The corresponding vapor–liquid volume fraction map (Figure 5b) supports these observations. The condenser region shows a high liquid volume fraction (>0.96), confirming efficient condensation. The evaporator remains predominantly vapor-filled (liquid fraction <0.30), indicating a stable and continuous phase-change cycle. Compared to the stainless steel configuration, the aluminum system demonstrates a smoother vapor–liquid transition and more uniform distribution, suggesting improved circulation dynamics and condensate return—likely facilitated by reduced thermal resistance and enhanced wall-to-fluid heat exchange [31,32].

Among all tested materials—including aluminum, stainless steel, and hypothetical low-conductivity alternatives such as plastic or uncoated carbon steel—aluminum offers the greatest potential for thermal enhancement in passive snow-melting systems. While stainless steel excels in mechanical strength, corrosion resistance, and pressure tolerance, its low thermal conductivity limits its effectiveness in heat transfer-driven applications. In contrast, aluminum strikes a balance between thermal performance and structural adequacy for moderate service conditions, making it an attractive candidate for retrofitting cold-climate infrastructure.

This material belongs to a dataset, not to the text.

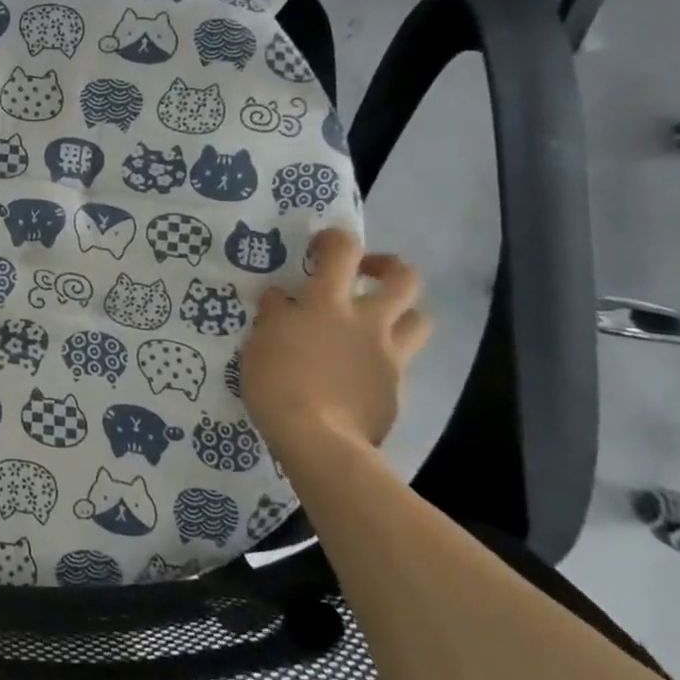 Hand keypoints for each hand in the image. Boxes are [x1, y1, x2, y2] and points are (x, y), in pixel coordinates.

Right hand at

Nonetheless, practical deployment must consider cost, susceptibility to oxidation, and fatigue under thermal cycling. In some scenarios, hybrid solutions—such as composite pipes with aluminum liners or thermally coated stainless steel—may provide an optimal compromise between durability and performance.

To support a more systematic material selection strategy, future work will incorporate multi-criteria decision-making tools such as the Analytic Hierarchy Process (AHP). This approach allows different performance metrics—including thermal efficiency, cost, corrosion resistance, fatigue strength, and environmental adaptability—to be quantitatively compared and weighted. An example AHP matrix has been constructed to reflect typical engineering priorities, as detailed in Appendix C. This method enables a balanced evaluation of pipe materials beyond simulation metrics alone, aiding more informed design decisions for real-world applications.

4.4. System Performance Evaluation

A comprehensive evaluation of the HP-GSMS was conducted by integrating results from surface heat flux distributions, vapor–liquid volume fractions, and material-specific thermal behavior. This analysis provides a holistic understanding of how working fluid type and pipe material jointly influence snow-melting performance, phase-change stability, and practical applicability in cold climates.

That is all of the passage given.